Before starting to compute probabilities, it is necessary to define the following events about a product randomly picked in the process which follows the data from Table:
• I - event of finding an importation product,
• E - event of finding an exportation product,
• L - event of finding a product that took less than or equal to five hours in the process,
• G - event of finding a product that took more than five hours in the process.
Remember the computations for simple or marginal probability from Track 04 - Section 2.5:
P(I) = (15+4)/100 = 19/100 = 0.19
P(E) = (45+36)/100 = 0.81
P(L) = (15+45)/100 = 0.60
P(G) = (4+36)/100 = 0.40
Remember the computation for conditional probability from Track 04 - Section 2.6:
Event L occurred, which means consider only products with a waiting time equal to or lower than 5 hours:
P(I|L) = (15)/60 = 0.25
P(E|L) = (45)/60 = 0.75
Event G occurred, which means consider only products with a waiting time higher than 5 hours:
P(I|G) = (4)/40 = 0.10
P(E|G) = (36)/40 = 0.90
P(G∩I) = P(G) x P(I|G) = 0.40 x 0.10 = 0.04
P(G∩E) = P(G) x P(E|G) = 0.40 x 0.90 = 0.36
The following steps will serve as a guideline to use data from simple and conditional probabilities to verify if probability independence between two events holds using a code in Python programming language:
Load the notebook with commands developed in step 2.7. (Click on the link):
https://colab.research.google.com/drive/1q91Pat5iO7d6-2QMfm73lSjTk1ngK40N?usp=sharing
A second simple situation in a port where importation containers could be divided in terms of finding some issue according to their ProductCode (another option could be according to its origin employing historical records of the port). To be didactic, suppose the container type could be Vegetable and FoodProduct. Let's work with products according to the information of ProductCode and have issues or not:
Before starting to compute probabilities, it is necessary to define the following events about a product randomly picked in the process which follows the data from Table:
• V - event of finding a vegetable product,
• F - event of finding a food product,
• N - event of finding a product without an issue,
• I - event of finding a product with an issue.

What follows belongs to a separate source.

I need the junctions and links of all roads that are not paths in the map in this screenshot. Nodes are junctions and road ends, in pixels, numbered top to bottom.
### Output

Remember from previous sections that for the simple probability of events:
P(V) = (1900+100)/5000 = 2000/5000 = 0.40
P(F) = (2900+100)/5000 = 0.60
P(N) = (4800)/5000 = 0.96
P(I) = (200)/5000 = 0.04
Remember from previous sections that for the conditional probability of events:
P(N|V) = (1900)/2000 = 2000/5000 = 0.95
P(I|V) = (100)/2000 = 0.05
P(N|F) = (2900)/3000 = 0.97
P(I|F) = (100)/3000 = 0.03
Now several questions about the joint probability of P(V∩N) and P(V∩I) could be computed using the following equations:
P(V∩N) = P(V)*P(N|V) = 0.40*0.95 = 0.38
P(V∩I) = P(V)*P(I|V) = 0.40*0.05 = 0.02
The previous manual calculations could be done using Python language as done in the next code:
import pandas as pd
col = ['Vegetable', 'FoodProduct']
row = ['NoIssues', 'Issues']
dat = [[1900, 2900], [100, 100]]
df_impp = pd.DataFrame(data=dat, index=row, columns=col)

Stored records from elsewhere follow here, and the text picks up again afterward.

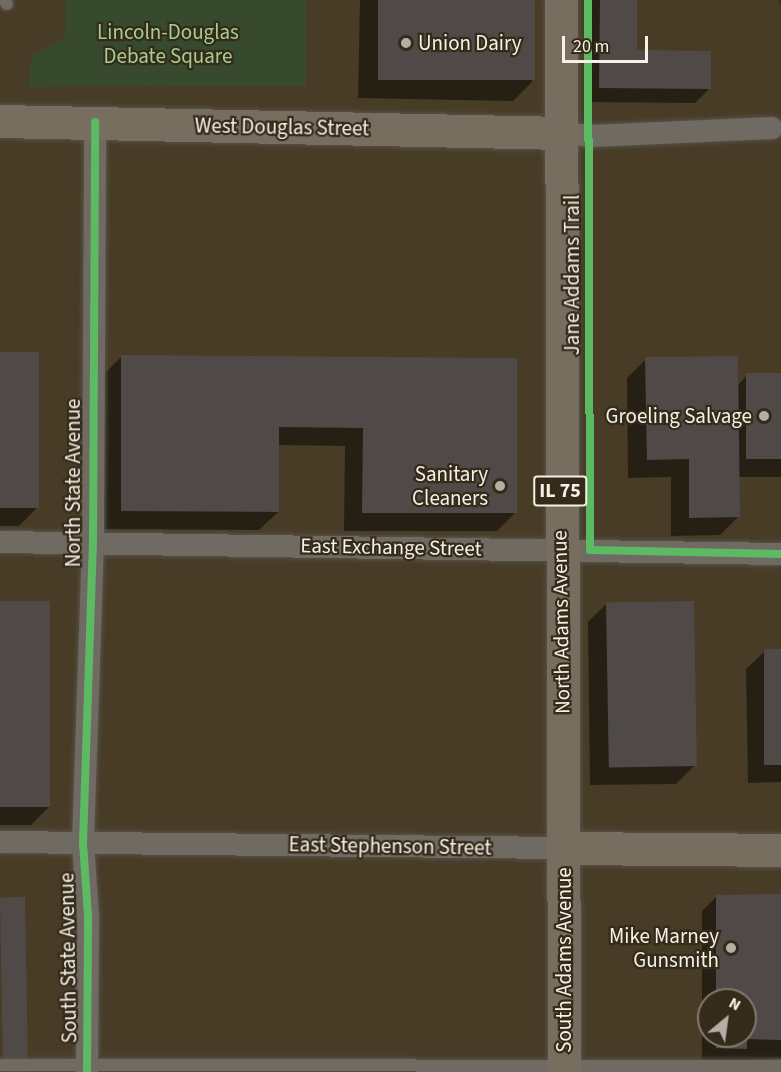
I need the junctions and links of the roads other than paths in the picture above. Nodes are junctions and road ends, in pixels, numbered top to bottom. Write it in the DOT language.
graph roads {
  1 [pos="561,0"];
  2 [pos="0,121"];
  3 [pos="95,122"];
  4 [pos="772,128"];
  5 [pos="564,133"];
  6 [pos="0,542"];
  7 [pos="93,543"];
  8 [pos="560,549"];
  9 [pos="781,555"];
  10 [pos="0,842"];
  11 [pos="83,843"];
  12 [pos="564,848"];
  13 [pos="781,849"];
  14 [pos="0,1065"];
  15 [pos="781,1066"];
  16 [pos="87,1069"];
  17 [pos="564,1070"];
  1 -- 5 [label="main road, North Adams Avenue / IL 75"];
  2 -- 3 [label="main road, West Douglas Street"];
  3 -- 5 [label="main road, West Douglas Street"];
  3 -- 7 [label="street, North State Avenue"];
  4 -- 5 [label="street"];
  5 -- 8 [label="main road, North Adams Avenue / IL 75"];
  6 -- 7 [label="street, East Exchange Street"];
  7 -- 8 [label="street, East Exchange Street"];
  7 -- 11 [label="street, North State Avenue"];
  8 -- 9 [label="street, East Exchange Street"];
  8 -- 12 [label="main road, North Adams Avenue / IL 75"];
  10 -- 11 [label="street, East Stephenson Street"];
  11 -- 12 [label="street, East Stephenson Street"];
  11 -- 16 [label="street, South State Avenue"];
  12 -- 13 [label="main road, East Stephenson Street"];
  12 -- 17 [label="main road, South Adams Avenue / IL 75"];
  14 -- 16 [label="lane"];
  15 -- 17 [label="lane"];
  16 -- 17 [label="lane"];
}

df_impp.loc[:,'SumI'] = df_impp.sum(axis=1)
df_impp.loc['SumP',:] = df_impp.sum(axis=0)
PNI = df_impp.loc['NoIssues','SumI']/df_impp.loc['SumP','SumI']
PI = df_impp.loc['Issues','SumI']/df_impp.loc['SumP','SumI']
PV = df_impp.loc['SumP','Vegetable']/df_impp.loc['SumP','SumI']
PF = df_impp.loc['SumP','FoodProduct']/df_impp.loc['SumP','SumI']
print("PNI = ",PNI)
print("PI = ",PI)
print("PV = ",PV)
print("PF = ",PF)
The following probability values will appear:
PNI = 0.96
PI = 0.04
PV = 0.4
PF = 0.6
The following codes help in the computation of conditional probabilities employing the definition of conditional probability:
PVN = df_impp.loc['NoIssues','Vegetable']/df_impp.loc['SumP','Vegetable']
PFN = df_impp.loc['NoIssues','FoodProduct']/df_impp.loc['SumP','FoodProduct']
PVI = df_impp.loc['Issues','Vegetable']/df_impp.loc['SumP','Vegetable']
PFI = df_impp.loc['Issues','FoodProduct']/df_impp.loc['SumP','FoodProduct']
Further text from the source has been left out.